» Required action:
Read through the records below and copy each line that uses the word "image".

» Record set:
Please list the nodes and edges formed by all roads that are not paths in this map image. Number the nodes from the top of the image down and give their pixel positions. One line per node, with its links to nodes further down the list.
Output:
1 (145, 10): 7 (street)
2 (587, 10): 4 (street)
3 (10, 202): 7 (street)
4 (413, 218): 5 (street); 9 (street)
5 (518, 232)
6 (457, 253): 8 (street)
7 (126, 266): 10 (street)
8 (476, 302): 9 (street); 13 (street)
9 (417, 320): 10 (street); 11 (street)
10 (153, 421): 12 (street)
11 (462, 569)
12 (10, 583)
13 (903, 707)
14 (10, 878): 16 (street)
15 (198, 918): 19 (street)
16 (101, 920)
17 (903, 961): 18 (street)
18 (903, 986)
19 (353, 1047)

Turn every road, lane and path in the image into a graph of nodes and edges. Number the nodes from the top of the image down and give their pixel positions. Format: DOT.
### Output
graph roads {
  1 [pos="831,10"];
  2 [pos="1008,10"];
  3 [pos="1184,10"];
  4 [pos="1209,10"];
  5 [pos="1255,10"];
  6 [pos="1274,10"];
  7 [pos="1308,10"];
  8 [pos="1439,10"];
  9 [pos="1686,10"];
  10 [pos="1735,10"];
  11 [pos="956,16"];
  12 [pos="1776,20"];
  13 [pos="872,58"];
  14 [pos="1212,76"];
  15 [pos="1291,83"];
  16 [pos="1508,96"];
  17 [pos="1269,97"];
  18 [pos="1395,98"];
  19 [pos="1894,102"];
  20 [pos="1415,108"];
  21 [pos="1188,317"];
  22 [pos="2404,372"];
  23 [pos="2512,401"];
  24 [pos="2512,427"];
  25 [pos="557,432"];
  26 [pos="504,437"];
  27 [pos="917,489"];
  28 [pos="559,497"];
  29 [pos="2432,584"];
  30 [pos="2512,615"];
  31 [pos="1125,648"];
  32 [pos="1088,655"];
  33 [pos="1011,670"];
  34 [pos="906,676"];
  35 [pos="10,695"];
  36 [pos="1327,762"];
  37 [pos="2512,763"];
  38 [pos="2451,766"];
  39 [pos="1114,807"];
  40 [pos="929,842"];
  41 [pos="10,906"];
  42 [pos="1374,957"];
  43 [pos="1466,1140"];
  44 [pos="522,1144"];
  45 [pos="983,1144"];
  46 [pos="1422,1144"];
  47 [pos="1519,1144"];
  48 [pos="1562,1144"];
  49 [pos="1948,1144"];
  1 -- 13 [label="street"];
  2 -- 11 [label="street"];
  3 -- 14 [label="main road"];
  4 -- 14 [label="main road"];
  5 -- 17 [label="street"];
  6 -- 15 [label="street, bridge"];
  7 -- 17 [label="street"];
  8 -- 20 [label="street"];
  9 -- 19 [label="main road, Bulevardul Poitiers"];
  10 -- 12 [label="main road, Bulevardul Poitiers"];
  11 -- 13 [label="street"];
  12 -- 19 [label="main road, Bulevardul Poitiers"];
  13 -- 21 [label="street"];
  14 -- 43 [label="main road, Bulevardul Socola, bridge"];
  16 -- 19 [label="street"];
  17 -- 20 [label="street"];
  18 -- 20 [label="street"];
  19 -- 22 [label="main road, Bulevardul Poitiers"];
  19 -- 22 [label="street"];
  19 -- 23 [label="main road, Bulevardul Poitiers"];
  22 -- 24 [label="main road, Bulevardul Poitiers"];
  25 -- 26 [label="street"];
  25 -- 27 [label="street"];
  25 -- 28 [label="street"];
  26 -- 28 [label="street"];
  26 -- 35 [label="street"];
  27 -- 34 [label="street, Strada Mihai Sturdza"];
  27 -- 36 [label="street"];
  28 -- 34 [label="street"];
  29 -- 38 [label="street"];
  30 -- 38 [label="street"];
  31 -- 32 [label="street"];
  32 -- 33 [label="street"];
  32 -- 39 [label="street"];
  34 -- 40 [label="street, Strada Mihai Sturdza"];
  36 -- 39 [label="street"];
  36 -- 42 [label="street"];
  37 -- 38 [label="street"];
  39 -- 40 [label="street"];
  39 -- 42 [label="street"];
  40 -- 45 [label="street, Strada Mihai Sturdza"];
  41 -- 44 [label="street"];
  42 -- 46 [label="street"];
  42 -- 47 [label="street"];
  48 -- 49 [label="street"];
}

» Exercise output:
Please list the nodes and edges formed by all roads that are not paths in this map image. Number the nodes from the top of the image down and give their pixel positions. One line per node, with its links to nodes further down the list.
Turn every road, lane and path in the image into a graph of nodes and edges. Number the nodes from the top of the image down and give their pixel positions. Format: DOT.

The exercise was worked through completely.